I was seduced by infinity at an early age. Cantor's diagonality proof that 
some infinities are bigger than others mesmerized me, and his infinite 
hierarchy of infinities blew my mind. The assumption that something truly 
infinite exists in nature underlies every physics course I've ever taught 
at MIT, and indeed all of modern physics. But it's an untested assumption, 
which begs the question: is it actually true? 

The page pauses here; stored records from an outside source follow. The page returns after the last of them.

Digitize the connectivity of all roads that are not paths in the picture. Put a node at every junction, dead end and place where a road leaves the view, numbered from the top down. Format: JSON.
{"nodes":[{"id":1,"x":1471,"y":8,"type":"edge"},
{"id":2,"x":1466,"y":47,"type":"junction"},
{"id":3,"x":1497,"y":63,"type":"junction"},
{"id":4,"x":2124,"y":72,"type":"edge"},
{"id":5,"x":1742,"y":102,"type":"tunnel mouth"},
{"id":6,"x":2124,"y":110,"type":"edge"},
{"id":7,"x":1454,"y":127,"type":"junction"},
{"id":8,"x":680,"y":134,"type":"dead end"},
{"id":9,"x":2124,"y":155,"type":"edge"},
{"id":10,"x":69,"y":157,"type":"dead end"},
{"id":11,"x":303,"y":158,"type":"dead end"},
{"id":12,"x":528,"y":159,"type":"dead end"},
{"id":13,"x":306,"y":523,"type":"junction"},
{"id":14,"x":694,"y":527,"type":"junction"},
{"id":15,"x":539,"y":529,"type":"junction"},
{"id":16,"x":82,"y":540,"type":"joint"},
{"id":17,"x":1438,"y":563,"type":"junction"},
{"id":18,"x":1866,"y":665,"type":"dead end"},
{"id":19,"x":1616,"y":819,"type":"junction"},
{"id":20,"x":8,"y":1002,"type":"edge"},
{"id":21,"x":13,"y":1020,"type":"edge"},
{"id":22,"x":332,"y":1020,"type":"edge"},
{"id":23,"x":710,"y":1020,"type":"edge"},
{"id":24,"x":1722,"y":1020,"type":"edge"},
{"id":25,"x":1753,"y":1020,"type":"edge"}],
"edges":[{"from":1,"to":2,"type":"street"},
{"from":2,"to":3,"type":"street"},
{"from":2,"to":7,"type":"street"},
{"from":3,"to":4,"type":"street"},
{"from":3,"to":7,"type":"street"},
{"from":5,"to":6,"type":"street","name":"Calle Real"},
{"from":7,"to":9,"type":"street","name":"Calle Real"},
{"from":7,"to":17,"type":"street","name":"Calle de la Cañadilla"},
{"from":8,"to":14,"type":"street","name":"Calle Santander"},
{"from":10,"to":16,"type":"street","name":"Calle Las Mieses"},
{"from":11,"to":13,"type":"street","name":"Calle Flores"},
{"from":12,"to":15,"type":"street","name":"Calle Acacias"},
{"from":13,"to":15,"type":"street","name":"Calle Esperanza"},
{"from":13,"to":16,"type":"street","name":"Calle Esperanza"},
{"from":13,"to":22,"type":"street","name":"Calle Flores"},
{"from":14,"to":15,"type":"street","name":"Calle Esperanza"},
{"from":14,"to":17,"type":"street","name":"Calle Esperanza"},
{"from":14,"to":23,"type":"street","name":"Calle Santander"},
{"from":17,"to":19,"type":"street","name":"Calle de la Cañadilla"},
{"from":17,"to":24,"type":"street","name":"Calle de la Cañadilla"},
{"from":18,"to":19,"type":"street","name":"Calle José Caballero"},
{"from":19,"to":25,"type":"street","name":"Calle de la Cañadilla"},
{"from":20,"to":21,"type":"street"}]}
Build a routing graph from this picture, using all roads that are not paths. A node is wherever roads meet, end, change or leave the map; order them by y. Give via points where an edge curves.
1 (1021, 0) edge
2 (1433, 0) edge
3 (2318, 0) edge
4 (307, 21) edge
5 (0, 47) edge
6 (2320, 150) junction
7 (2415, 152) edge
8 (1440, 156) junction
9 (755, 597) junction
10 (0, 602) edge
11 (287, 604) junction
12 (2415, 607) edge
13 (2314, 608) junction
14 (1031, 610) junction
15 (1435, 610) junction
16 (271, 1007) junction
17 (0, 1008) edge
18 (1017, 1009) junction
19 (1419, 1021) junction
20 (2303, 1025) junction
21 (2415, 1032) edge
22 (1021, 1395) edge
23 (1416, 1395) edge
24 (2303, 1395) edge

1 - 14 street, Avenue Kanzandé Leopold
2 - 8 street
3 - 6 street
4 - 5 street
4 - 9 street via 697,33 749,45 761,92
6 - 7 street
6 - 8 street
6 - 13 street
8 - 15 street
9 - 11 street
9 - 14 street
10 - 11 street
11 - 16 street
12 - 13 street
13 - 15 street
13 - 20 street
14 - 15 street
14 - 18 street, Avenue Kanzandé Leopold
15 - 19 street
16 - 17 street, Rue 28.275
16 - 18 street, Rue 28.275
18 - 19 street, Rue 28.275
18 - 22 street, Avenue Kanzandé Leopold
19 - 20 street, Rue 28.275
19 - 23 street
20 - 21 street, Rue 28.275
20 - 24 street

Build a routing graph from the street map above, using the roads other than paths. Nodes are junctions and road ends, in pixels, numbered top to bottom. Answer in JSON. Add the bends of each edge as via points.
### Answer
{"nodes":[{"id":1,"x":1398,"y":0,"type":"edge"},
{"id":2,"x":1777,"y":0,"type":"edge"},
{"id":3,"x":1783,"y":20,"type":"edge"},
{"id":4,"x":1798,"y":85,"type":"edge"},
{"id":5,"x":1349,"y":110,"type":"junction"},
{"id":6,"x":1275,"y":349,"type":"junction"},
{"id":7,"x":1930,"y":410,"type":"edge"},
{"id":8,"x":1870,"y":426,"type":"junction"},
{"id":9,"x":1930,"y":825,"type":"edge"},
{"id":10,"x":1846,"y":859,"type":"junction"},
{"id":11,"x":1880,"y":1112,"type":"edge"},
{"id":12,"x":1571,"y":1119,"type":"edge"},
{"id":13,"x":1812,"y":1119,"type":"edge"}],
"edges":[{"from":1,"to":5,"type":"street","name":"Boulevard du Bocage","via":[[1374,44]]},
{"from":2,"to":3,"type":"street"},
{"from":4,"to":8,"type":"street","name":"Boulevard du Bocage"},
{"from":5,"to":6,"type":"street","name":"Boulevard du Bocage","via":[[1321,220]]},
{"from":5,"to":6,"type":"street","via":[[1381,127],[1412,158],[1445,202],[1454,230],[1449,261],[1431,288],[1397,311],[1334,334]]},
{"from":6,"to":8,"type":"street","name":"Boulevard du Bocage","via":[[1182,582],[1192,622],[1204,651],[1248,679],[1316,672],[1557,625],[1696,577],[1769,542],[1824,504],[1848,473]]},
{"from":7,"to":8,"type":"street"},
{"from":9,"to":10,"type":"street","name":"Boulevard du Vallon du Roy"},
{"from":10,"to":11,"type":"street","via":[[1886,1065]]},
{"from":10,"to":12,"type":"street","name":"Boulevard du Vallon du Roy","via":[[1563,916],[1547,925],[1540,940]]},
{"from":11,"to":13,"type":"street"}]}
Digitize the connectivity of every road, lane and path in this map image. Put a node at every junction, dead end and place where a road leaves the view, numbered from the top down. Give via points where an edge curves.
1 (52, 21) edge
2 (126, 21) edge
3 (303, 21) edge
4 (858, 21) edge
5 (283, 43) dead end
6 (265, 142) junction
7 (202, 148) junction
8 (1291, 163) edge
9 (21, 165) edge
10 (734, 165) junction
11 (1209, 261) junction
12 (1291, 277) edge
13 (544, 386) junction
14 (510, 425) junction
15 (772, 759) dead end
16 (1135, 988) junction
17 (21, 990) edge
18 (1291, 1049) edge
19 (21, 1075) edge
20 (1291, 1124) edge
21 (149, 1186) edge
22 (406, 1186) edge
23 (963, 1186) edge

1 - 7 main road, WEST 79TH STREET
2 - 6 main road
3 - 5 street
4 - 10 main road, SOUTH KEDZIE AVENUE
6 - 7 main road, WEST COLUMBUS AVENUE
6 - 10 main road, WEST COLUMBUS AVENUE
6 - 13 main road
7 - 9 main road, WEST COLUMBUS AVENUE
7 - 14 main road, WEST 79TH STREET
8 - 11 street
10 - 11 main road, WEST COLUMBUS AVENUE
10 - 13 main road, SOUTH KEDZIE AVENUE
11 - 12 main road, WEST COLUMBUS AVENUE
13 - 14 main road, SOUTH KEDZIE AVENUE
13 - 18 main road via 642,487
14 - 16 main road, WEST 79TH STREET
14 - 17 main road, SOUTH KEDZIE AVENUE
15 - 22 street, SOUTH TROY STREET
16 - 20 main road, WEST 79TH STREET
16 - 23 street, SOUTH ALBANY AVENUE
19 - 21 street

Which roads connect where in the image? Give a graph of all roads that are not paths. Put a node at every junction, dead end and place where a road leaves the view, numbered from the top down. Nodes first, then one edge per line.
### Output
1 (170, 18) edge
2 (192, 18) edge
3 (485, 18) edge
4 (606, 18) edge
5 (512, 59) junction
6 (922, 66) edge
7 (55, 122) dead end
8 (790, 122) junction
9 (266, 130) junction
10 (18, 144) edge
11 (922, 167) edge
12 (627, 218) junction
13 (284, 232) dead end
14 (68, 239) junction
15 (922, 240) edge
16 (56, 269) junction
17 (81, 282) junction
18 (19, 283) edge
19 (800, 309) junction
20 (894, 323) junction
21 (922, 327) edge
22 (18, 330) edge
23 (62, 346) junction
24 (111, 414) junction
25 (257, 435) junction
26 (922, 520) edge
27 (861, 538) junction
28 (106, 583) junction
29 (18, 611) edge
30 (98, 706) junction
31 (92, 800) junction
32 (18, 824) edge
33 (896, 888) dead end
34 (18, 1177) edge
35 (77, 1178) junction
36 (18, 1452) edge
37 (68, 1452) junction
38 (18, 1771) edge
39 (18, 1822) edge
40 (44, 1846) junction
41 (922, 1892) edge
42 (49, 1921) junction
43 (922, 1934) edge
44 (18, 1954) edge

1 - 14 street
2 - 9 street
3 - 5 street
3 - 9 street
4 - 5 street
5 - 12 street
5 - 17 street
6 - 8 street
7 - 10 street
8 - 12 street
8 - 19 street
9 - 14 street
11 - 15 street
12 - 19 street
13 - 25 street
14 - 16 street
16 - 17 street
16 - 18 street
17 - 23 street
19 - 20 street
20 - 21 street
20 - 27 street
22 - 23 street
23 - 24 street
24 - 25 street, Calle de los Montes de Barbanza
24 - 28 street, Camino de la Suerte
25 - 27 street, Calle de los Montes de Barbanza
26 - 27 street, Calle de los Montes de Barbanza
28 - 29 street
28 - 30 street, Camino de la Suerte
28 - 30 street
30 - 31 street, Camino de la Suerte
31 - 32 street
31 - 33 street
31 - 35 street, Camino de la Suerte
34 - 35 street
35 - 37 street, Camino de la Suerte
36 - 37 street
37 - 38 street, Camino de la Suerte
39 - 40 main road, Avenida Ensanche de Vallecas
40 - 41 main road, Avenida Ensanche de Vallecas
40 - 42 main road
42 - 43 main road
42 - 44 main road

There are in fact two separate assumptions: "infinitely big" and 
"infinitely small". By infinitely big, I mean the idea that space can have 
infinite volume, that time can continue forever, and that there can be 
infinitely many physical objects. By infinitely small, I mean the 
continuum: the idea that even a liter of space contains an infinite number 
of points, that space can be stretched out indefinitely without anything 
bad happening, and that there are quantities in nature that can vary 
continuously. The two are closely related because inflation, the most 
popular explanation of our Big Bang, can create an infinite volume by 
stretching continuous space indefinitely.

The theory of inflation has been spectacularly successful, and is a leading 
contender for a Nobel Prize. It explained how a subatomic speck of matter 
transformed into a massive Big Bang, creating a huge, flat and uniform 
universe with tiny density fluctuations that eventually grew into today's 
galaxies and cosmic large scale structure, all in beautiful agreement with 
precision measurements from experiments such as the *Planck* satellite. But 
by generically predicting that space isn't just big, but truly infinite, 
inflation has also brought about the so-called measure problem, which I 
view as the greatest crisis facing modern physics. Physics is all about 
predicting the future from the past, but inflation seems to sabotage this: 
when we try to predict the probability that something particular will 
happen, inflation always gives the same useless answer: infinity divided by 
infinity. The problem is that whatever experiment you make, inflation 
predicts that there will be infinitely many copies of you far away in our 
infinite space, obtaining each physically possible outcome, and despite 
years of tooth-grinding in the cosmology community, no consensus has 
emerged on how to extract sensible answers from these infinities. So 
strictly speaking, we physicists are no longer able to predict anything at 
all! 

This means that today's best theories similarly need a major shakeup, by 
retiring an incorrect assumption. Which one? Here's my prime suspect: ∞.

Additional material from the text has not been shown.